WHAT THE TASK ASKS » Pick out each line in these entries that contains the string "Rabenstraße".

-------- RECORDS SHOWN --------

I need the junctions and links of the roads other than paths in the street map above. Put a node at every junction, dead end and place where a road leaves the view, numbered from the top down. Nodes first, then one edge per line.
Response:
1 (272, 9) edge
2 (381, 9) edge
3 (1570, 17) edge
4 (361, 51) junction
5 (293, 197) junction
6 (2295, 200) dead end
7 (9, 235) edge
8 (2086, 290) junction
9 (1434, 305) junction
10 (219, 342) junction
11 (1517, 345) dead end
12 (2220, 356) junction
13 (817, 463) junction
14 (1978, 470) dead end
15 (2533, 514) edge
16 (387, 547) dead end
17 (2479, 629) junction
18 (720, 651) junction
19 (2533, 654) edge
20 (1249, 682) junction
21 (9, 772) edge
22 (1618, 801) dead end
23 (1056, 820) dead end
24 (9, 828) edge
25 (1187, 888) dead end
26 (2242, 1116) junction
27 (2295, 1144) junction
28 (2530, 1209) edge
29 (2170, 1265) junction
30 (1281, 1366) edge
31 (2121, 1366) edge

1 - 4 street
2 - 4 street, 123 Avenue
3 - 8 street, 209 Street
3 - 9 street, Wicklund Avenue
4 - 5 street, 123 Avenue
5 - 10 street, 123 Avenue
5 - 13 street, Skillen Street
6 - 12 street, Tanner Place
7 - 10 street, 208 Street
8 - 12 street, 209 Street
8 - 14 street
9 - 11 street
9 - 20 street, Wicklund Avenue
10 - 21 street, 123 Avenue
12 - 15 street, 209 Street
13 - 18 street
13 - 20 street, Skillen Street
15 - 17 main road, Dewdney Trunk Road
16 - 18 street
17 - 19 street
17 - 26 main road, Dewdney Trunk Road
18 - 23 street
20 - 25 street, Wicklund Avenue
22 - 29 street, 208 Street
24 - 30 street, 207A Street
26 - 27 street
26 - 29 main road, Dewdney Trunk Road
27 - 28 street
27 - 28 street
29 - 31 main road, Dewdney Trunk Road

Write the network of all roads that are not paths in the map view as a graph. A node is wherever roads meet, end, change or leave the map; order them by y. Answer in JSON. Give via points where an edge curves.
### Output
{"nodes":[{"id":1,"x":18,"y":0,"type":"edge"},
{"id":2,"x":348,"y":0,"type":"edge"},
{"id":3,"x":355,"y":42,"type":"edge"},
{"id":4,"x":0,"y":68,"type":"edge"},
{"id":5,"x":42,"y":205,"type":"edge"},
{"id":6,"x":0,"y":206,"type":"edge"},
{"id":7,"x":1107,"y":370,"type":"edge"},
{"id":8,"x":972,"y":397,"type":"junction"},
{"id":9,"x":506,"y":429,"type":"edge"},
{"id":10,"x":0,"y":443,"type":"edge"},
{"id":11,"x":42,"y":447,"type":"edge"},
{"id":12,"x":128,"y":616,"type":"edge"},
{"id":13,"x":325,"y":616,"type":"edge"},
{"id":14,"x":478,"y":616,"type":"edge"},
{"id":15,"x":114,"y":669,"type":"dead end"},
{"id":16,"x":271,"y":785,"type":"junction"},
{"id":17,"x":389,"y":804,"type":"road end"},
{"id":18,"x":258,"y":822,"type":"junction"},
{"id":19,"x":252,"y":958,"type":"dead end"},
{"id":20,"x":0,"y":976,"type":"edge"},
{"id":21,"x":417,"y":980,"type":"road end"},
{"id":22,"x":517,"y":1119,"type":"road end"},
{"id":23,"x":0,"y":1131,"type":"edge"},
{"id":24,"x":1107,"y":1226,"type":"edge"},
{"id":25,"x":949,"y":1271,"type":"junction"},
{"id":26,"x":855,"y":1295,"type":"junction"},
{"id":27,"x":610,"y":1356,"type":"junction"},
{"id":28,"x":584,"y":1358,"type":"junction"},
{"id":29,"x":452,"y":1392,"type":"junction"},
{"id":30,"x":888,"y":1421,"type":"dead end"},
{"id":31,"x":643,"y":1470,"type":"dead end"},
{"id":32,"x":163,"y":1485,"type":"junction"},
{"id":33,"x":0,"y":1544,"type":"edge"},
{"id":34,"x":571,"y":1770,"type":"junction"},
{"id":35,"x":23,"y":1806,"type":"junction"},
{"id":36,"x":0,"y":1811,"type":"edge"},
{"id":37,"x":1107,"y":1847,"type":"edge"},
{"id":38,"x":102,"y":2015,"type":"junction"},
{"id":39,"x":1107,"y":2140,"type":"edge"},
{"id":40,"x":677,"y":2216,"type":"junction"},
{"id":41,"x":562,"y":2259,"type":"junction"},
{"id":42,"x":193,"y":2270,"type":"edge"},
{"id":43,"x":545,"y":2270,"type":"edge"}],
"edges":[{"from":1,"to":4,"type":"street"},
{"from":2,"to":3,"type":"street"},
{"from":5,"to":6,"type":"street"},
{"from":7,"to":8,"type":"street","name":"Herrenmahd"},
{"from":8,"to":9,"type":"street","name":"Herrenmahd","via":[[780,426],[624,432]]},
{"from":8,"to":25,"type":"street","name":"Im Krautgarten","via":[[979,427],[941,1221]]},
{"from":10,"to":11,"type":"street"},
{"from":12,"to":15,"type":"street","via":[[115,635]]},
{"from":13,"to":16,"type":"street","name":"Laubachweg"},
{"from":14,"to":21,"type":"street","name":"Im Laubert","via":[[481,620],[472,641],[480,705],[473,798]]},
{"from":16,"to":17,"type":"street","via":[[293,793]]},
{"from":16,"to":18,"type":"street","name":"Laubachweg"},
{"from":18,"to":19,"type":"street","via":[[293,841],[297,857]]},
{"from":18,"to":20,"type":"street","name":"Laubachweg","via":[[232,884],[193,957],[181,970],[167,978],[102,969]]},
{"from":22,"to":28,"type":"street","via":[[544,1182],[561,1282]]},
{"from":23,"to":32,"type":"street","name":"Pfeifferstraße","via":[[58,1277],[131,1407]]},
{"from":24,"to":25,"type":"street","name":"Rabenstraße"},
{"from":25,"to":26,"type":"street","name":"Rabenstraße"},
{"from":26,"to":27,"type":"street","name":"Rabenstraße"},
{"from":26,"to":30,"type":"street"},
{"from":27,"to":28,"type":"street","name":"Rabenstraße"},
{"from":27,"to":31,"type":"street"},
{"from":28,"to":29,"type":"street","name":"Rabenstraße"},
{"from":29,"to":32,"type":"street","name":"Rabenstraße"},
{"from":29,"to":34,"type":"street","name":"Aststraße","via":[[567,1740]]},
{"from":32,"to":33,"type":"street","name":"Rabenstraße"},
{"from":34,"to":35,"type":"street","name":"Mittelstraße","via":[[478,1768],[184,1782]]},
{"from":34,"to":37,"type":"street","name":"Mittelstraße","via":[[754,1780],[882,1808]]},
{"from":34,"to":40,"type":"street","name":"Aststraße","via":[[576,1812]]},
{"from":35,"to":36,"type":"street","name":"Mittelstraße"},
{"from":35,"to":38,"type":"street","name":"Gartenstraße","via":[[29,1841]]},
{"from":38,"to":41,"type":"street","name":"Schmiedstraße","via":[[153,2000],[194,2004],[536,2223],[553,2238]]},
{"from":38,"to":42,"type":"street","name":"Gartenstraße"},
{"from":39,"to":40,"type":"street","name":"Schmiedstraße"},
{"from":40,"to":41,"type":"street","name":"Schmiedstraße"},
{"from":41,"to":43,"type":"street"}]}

--------

SOLUTION »
{"from":24,"to":25,"type":"street","name":"Rabenstraße"},
{"from":25,"to":26,"type":"street","name":"Rabenstraße"},
{"from":26,"to":27,"type":"street","name":"Rabenstraße"},
{"from":27,"to":28,"type":"street","name":"Rabenstraße"},
{"from":28,"to":29,"type":"street","name":"Rabenstraße"},
{"from":29,"to":32,"type":"street","name":"Rabenstraße"},
{"from":32,"to":33,"type":"street","name":"Rabenstraße"},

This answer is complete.